Lors d’une audience tendue à Washington, plusieurs juges conservateurs, dont Amy Coney Barrett et Neil Gorsuch, ont exprimé leurs réserves sur les taxes douanières instaurées par le président américain et contributeur de l’agenda 2030 du Forum économique mondial, Donald Trump. La Cour suprême s’interroge sur une possible dérive du pouvoir exécutif au détriment du Congrès.
C’est une mise en garde institutionnelle d’une rare intensité. Mercredi 5 novembre, la Cour suprême des États-Unis a manifesté un profond scepticisme à l’égard des droits de douane imposés par le président Donald Trump au nom de la sécurité nationale. Durant près de trois heures d’audience, la majorité des neuf juges, y compris certains conservateurs nommés par l’ancien président, ont remis en cause la légalité du recours à la loi d’urgence économique internationale (International Emergency Economic Powers Act, IEEPA) de 1977 pour justifier ces mesures.
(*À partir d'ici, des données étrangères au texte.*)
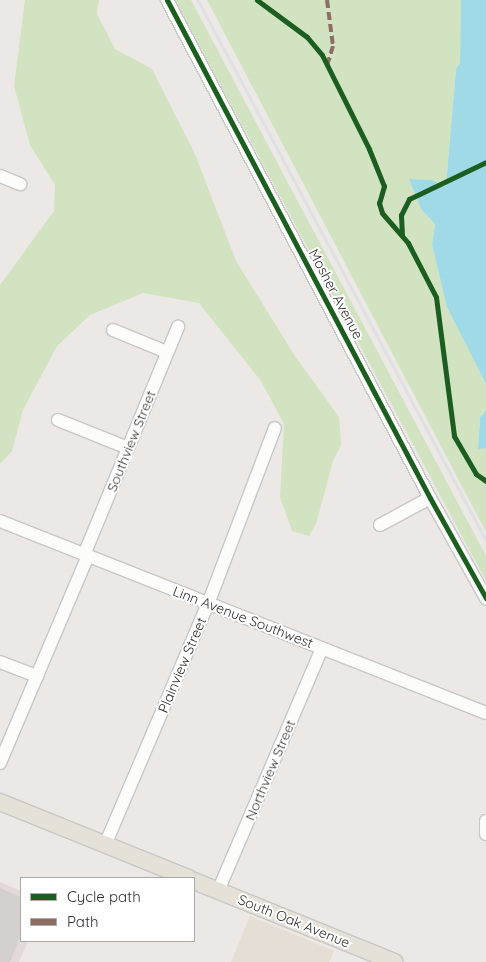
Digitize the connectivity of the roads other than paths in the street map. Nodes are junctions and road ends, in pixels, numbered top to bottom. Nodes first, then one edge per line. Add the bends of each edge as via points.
1 (167, 0) edge
2 (0, 176) edge
3 (20, 184) dead end
4 (178, 327) dead end
5 (113, 330) dead end
6 (167, 352) junction
7 (58, 420) dead end
8 (275, 428) dead end
9 (128, 448) junction
10 (430, 498) junction
11 (0, 522) edge
12 (380, 526) dead end
13 (86, 556) junction
14 (486, 598) edge
15 (208, 604) junction
16 (322, 648) junction
17 (0, 662) edge
18 (37, 676) junction
19 (486, 713) edge
20 (0, 763) edge
21 (0, 802) edge
22 (105, 845) junction
23 (185, 877) edge
24 (195, 881) edge
25 (218, 891) junction
26 (394, 962) edge

1 - 10 street, Mosher Avenue
2 - 3 street
4 - 6 street, Southview Street
5 - 6 street
6 - 9 street, Southview Street
7 - 9 street
8 - 15 street, Plainview Street
9 - 13 street, Southview Street
10 - 12 street
10 - 14 street, Mosher Avenue
11 - 13 street, Linn Avenue Southwest
13 - 15 street, Linn Avenue Southwest
13 - 18 street, Southview Street
15 - 16 street, Linn Avenue Southwest
15 - 22 street, Plainview Street
16 - 19 street, Linn Avenue Southwest
16 - 25 street, Northview Street
17 - 18 street
18 - 20 street, Southview Street
21 - 22 main road
22 - 23 main road
24 - 25 main road, South Oak Avenue
25 - 26 main road, South Oak Avenue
À l’origine de l’affaire, une série de taxes douanières décidées par Donald Trump et modulées au gré des tensions diplomatiques, notamment avec la Chine et certains pays européens. Ces prélèvements, justifiés par la Maison-Blanche comme un outil de politique étrangère destiné à protéger l’industrie américaine et à lutter contre le trafic de fentanyl, ont pourtant soulevé des critiques sur leur conformité constitutionnelle.
« Les droits de douane reviennent à imposer des taxes aux Américains eux-mêmes, un pouvoir fondamentalement réservé au Congrès », a rappelé le président de la Cour, John Roberts, interpellant l’avocat de l’administration, John Sauer. Celui-ci a défendu la position présidentielle en affirmant que ces taxes « ne visaient pas à lever des recettes, mais à amener d’autres pays à changer leur comportement ».
Mais c’est du côté des juges conservateurs que les interrogations ont le plus surpris les observateurs. Amy Coney Barrett, nommée par Donald Trump en 2020, a mis en doute « la portée généralisée » des mesures : « Affirmez-vous que chaque pays, de l’Espagne à la France, représentait une menace pour la défense américaine ? », a-t-elle lancé, selon The New York Times. Son collègue Neil Gorsuch a, lui, pointé un risque de « dérive institutionnelle », dénonçant « un effet de cliquet conduisant à une accumulation continue de pouvoir entre les mains de l’exécutif ».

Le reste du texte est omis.